4 Mart 2017 03:00

Elif YETİGİN

KOCAELİ

KHK ile Kocaeli Üniversitesi’nden atılan barış imzacısı hocalarımız ‘Kocaeli Dayanışma Akademisi’ ile bizlere ders vermeye ve bilim üretmeye devam ediyor. Bu hafta Halk Sağlığı doktoru Prof. Dr. Nilay Etiler ‘Toplumsal Cinsiyet Bakış Açısından Kadınlarda Fiziksel Aktivite’ adlı bir sunum yaptı. Sunumu ilk duyduğumda; ‘Acaba egzersiz mi yaptıracak’ diye düşünmüştüm. Ancak egzersizimizin bile cinsiyet rolü varmış bunu öğrendim. Nilay Hoca dersin başlangıcında istatistikleri anlattı. Bu istatistiklere göre Türkiye’de kadınlar erkeklere göre daha şişmanmış. Bunun etkenleri ise dengesiz beslenme, enerjiyi yakamama ve elbette toplumsal cinsiyet rolleri...

EV İŞLERİ SPOR DEĞİLDİR

Öncelikle belirteyim, ev işleri, çalışmak fiziksel aktivitenin içine girmiyor. Bir fiziksel aktivitenin planlı olması şart. Çalışan ve çalışmayan kadınlarda da fiziksel aktivite oranı düşük. Eğitim, yaş, sağlık, iş durumu yapmış olduğumuz fiziksel aktivitelerde belirleyici oluyor. Örneğin; Bir kadın spor yapmak istiyor ancak spor salonuna gidecek parası yok. Ya da en ucuz yoldan egzersiz olan ‘yürüyüş’ yapmak istiyor ama kadınız ya, o bile zor. Gündüz çalıştığımız ya da okula gittiğimiz için spor yapmak için bize sadece akşamları kalıyor, hava karardığında da rahatça yürüyemediğimizi biliyoruz... Kentlerin dizaynı, havanın durumu da egzersiz yapabilmek için uygun olmalı... Hem deniz kenarında ve ormanlık bir alanda yapılan yürüyüşle sanayi bölgesine yakın, her an arabaların geçtiği bölgelerde fiziksel aktivite yapmak eşit olabilir mi hiç? Sokakta tek başına bir kadının sadece yürümesi bile bu kadar güçken... Hatırlayalım... Geçtiğimiz aylarda Manisa’nın Turgutlu ilçesinde bir kadın parkta spor yaparken saldırıya uğramıştı. Çünkü saldırgan erkeğe göre kadın öyle açık alanda spor yapamazdı... Sadece bu örnekten baktığımızda bile egzersizin cinsiyete bağlı bir hakmış gibi ele alındığını görüyoruz. Ev işlerinden başını kaldırıp da kadının her gün egzersiz yapması da toplumun beklentisini karşılamıyor...

İDEAL KADIN ÖLÇÜSÜ

Öte yandan ideal kadın ölçüsü var bir de... Kadını tekleştiren kapitalist sistemde her kadının ince uzun boylu olması gerekiyor... Ama önce aşırı tüketimle şişmanlaştırıp sonra da spor salonlarında zayıflamamızı istiyor. Hal böyle olunca da sanki kadınlar spor yapmıyor, tembel ve çok yiyen olarak görülüyor. Aslında  en az yiyen, her gün evde koşturan ve her yere yetişmeye çalışan kadınlar, bunu kendimizden biliyoruz...

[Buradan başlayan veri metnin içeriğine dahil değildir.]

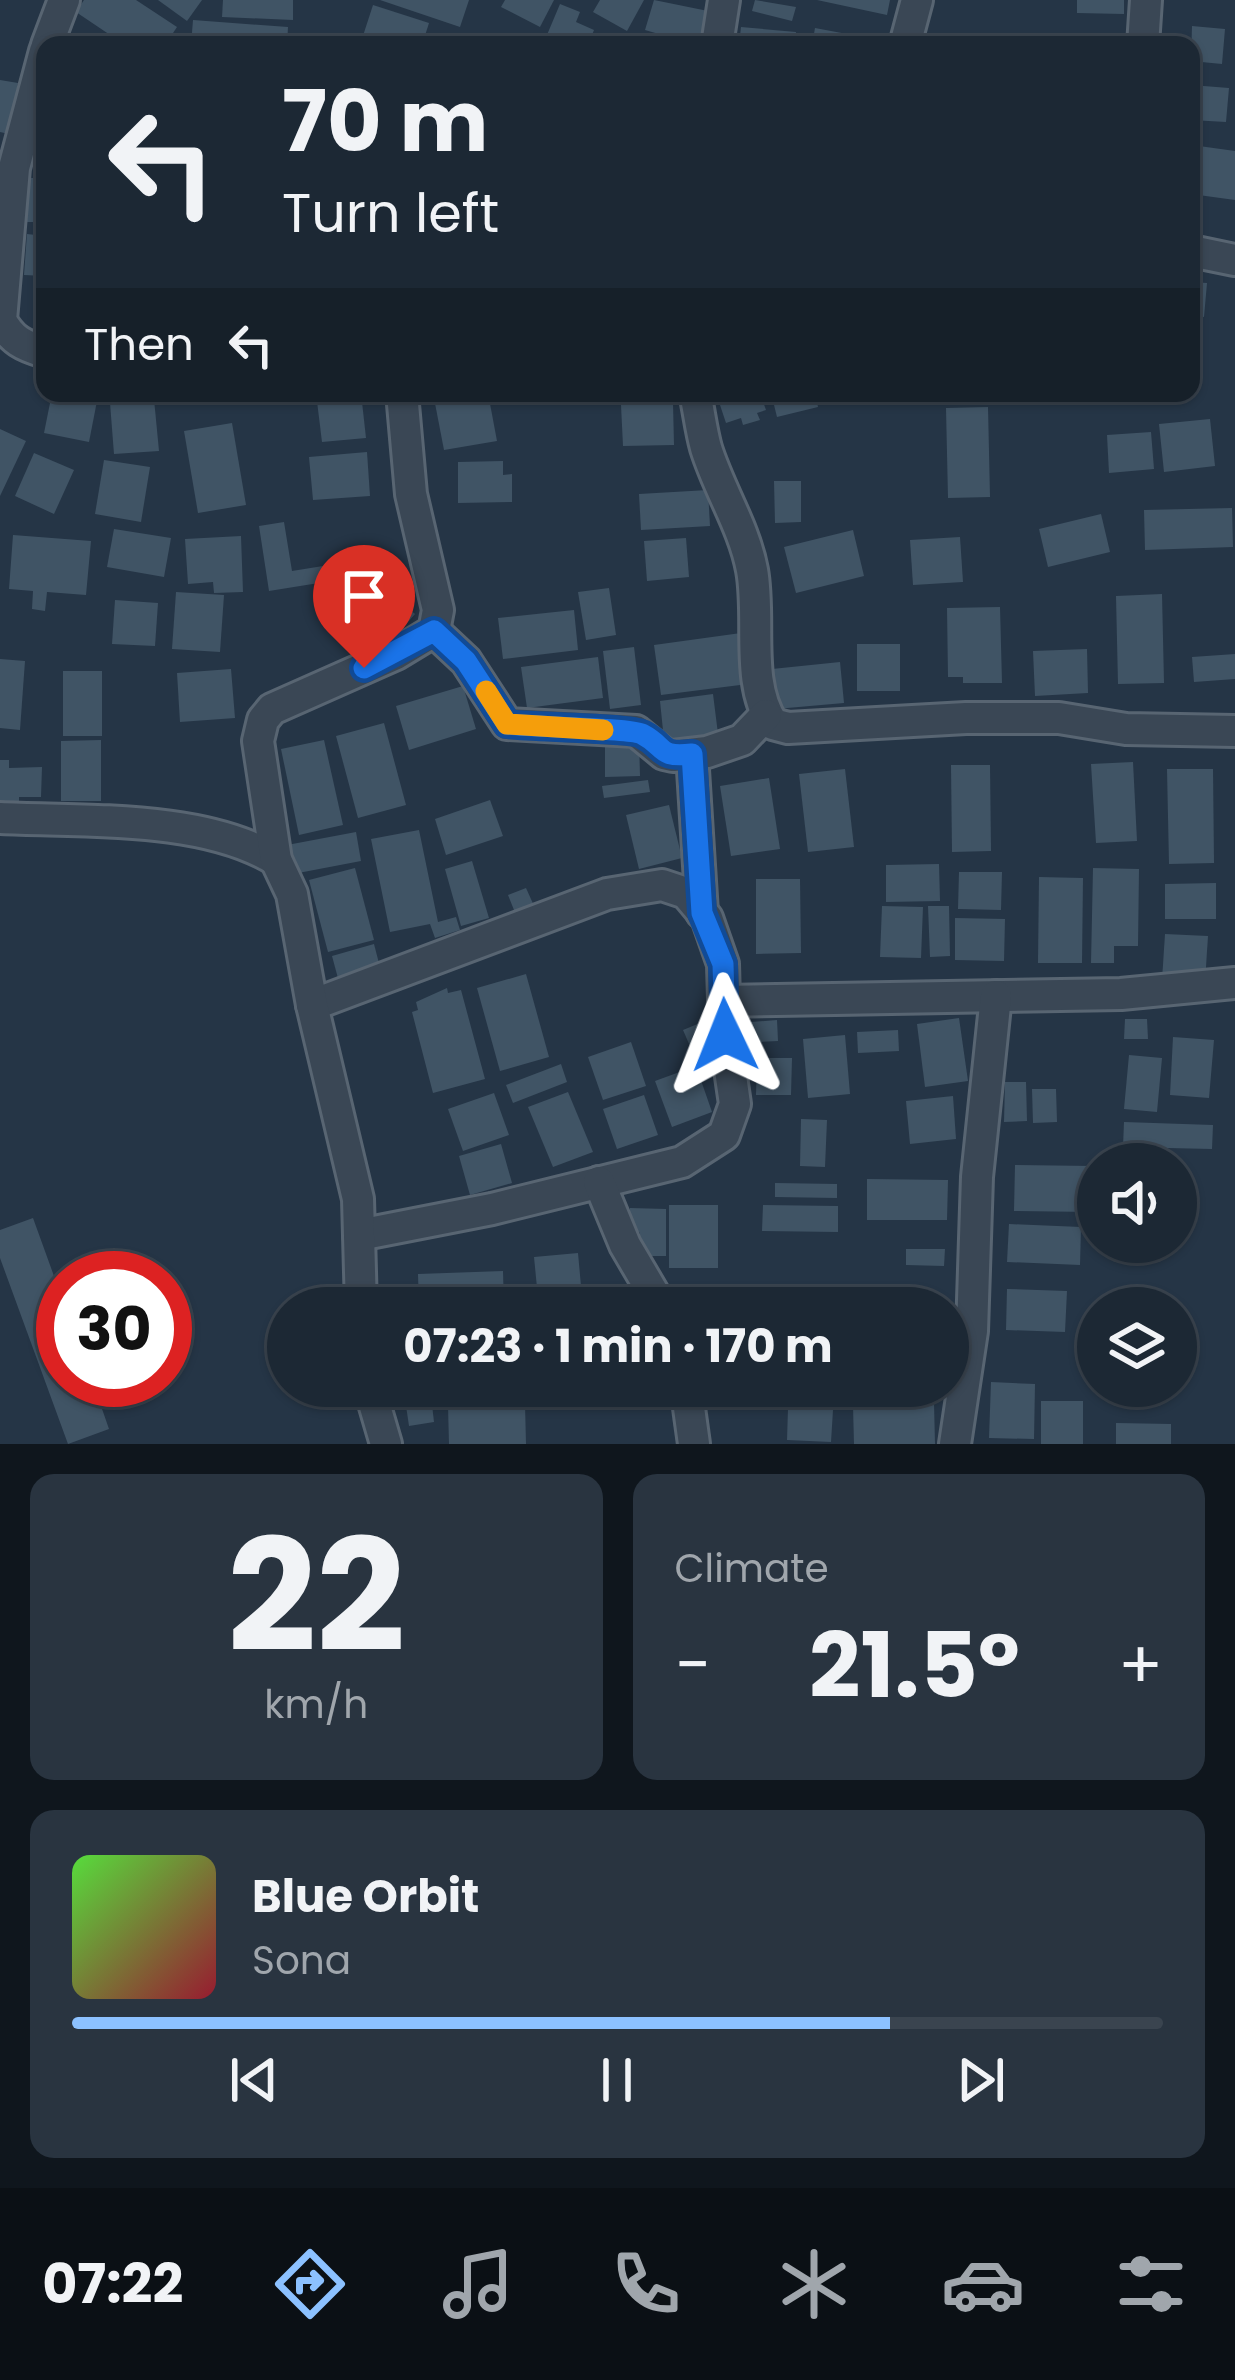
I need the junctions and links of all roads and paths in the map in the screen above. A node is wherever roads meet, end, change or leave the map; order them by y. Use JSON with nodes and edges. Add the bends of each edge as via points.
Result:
{"nodes":[{"id":1,"x":64,"y":0,"type":"edge"},
{"id":2,"x":724,"y":0,"type":"edge"},
{"id":3,"x":916,"y":0,"type":"edge"},
{"id":4,"x":1147,"y":0,"type":"edge"},
{"id":5,"x":52,"y":36,"type":"edge"},
{"id":6,"x":718,"y":36,"type":"edge"},
{"id":7,"x":907,"y":36,"type":"edge"},
{"id":8,"x":1144,"y":36,"type":"edge"},
{"id":9,"x":36,"y":88,"type":"edge"},
{"id":10,"x":1200,"y":253,"type":"edge"},
{"id":11,"x":1235,"y":260,"type":"edge"},
{"id":12,"x":36,"y":349,"type":"edge"},
{"id":13,"x":403,"y":402,"type":"edge"},
{"id":14,"x":697,"y":402,"type":"edge"},
{"id":15,"x":434,"y":631,"type":"junction"},
{"id":16,"x":766,"y":715,"type":"junction"},
{"id":17,"x":1235,"y":731,"type":"edge"},
{"id":18,"x":692,"y":754,"type":"junction"},
{"id":19,"x":0,"y":818,"type":"edge"},
{"id":20,"x":276,"y":860,"type":"junction"},
{"id":21,"x":702,"y":913,"type":"junction"},
{"id":22,"x":1235,"y":983,"type":"edge"},
{"id":23,"x":996,"y":996,"type":"junction"},
{"id":24,"x":724,"y":1001,"type":"junction"},
{"id":25,"x":312,"y":1005,"type":"junction"},
{"id":26,"x":599,"y":1182,"type":"junction"},
{"id":27,"x":359,"y":1235,"type":"junction"},
{"id":28,"x":360,"y":1287,"type":"edge"},
{"id":29,"x":650,"y":1287,"type":"edge"},
{"id":30,"x":375,"y":1407,"type":"edge"},
{"id":31,"x":689,"y":1407,"type":"edge"},
{"id":32,"x":386,"y":1444,"type":"edge"},
{"id":33,"x":694,"y":1444,"type":"edge"},
{"id":34,"x":956,"y":1444,"type":"edge"}],
"edges":[{"from":1,"to":5,"type":"street"},
{"from":2,"to":6,"type":"street"},
{"from":3,"to":7,"type":"street"},
{"from":4,"to":8,"type":"street"},
{"from":9,"to":12,"type":"street","via":[[14,167],[1,320],[8,334]]},
{"from":10,"to":11,"type":"street"},
{"from":13,"to":15,"type":"street","via":[[411,494],[438,610]]},
{"from":14,"to":16,"type":"street","via":[[752,568]]},
{"from":15,"to":18,"type":"street","via":[[466,661],[507,724],[636,731],[664,754]]},
{"from":15,"to":20,"type":"street","via":[[262,720],[258,741]]},
{"from":16,"to":17,"type":"street","via":[[788,728],[1059,718],[1126,729]]},
{"from":16,"to":18,"type":"street","via":[[742,740]]},
{"from":18,"to":21,"type":"street"},
{"from":19,"to":20,"type":"street","via":[[212,835],[249,843]]},
{"from":20,"to":25,"type":"street","via":[[292,894]]},
{"from":21,"to":24,"type":"street","via":[[723,964]]},
{"from":21,"to":25,"type":"street","via":[[686,893],[639,886]]},
{"from":22,"to":23,"type":"street"},
{"from":23,"to":24,"type":"street"},
{"from":23,"to":34,"type":"street","via":[[977,1177],[973,1331]]},
{"from":24,"to":26,"type":"street","via":[[735,1104],[724,1135],[682,1162]]},
{"from":25,"to":27,"type":"street","via":[[358,1199]]},
{"from":26,"to":27,"type":"street"},
{"from":26,"to":29,"type":"street"},
{"from":27,"to":28,"type":"street"},
{"from":30,"to":32,"type":"street"},
{"from":31,"to":33,"type":"street"}]}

BEYAZ EKMEKTEN UCUZU VAR MI?

Bir gün hastaneye gittiğimde şekerini ölçtüren bir teyzeye; doktor şekerinin hiç düşmediğini söyledi. Teyze de “Ne yapayım evladım. Her gün patates ekmek yiyoruz. En ucuz onlar... ‘Beyaz ekmek yeme’ diyorsun, diğer ekmekler de pahalı...” demişti. Teyzenin bu cümlesi bile sağlıklı olmak, spor yapmak için maddi gücünün yeterli olmasını gerektiriyor. Tabi parkta spor yapabilmek için de güvende olmak, e bunun içinde kadın olmamak gerekiyor! Ama bizler kadınız, spor yapmak, sağlıklı beslenmek istiyoruz.  E hadi başlayalım!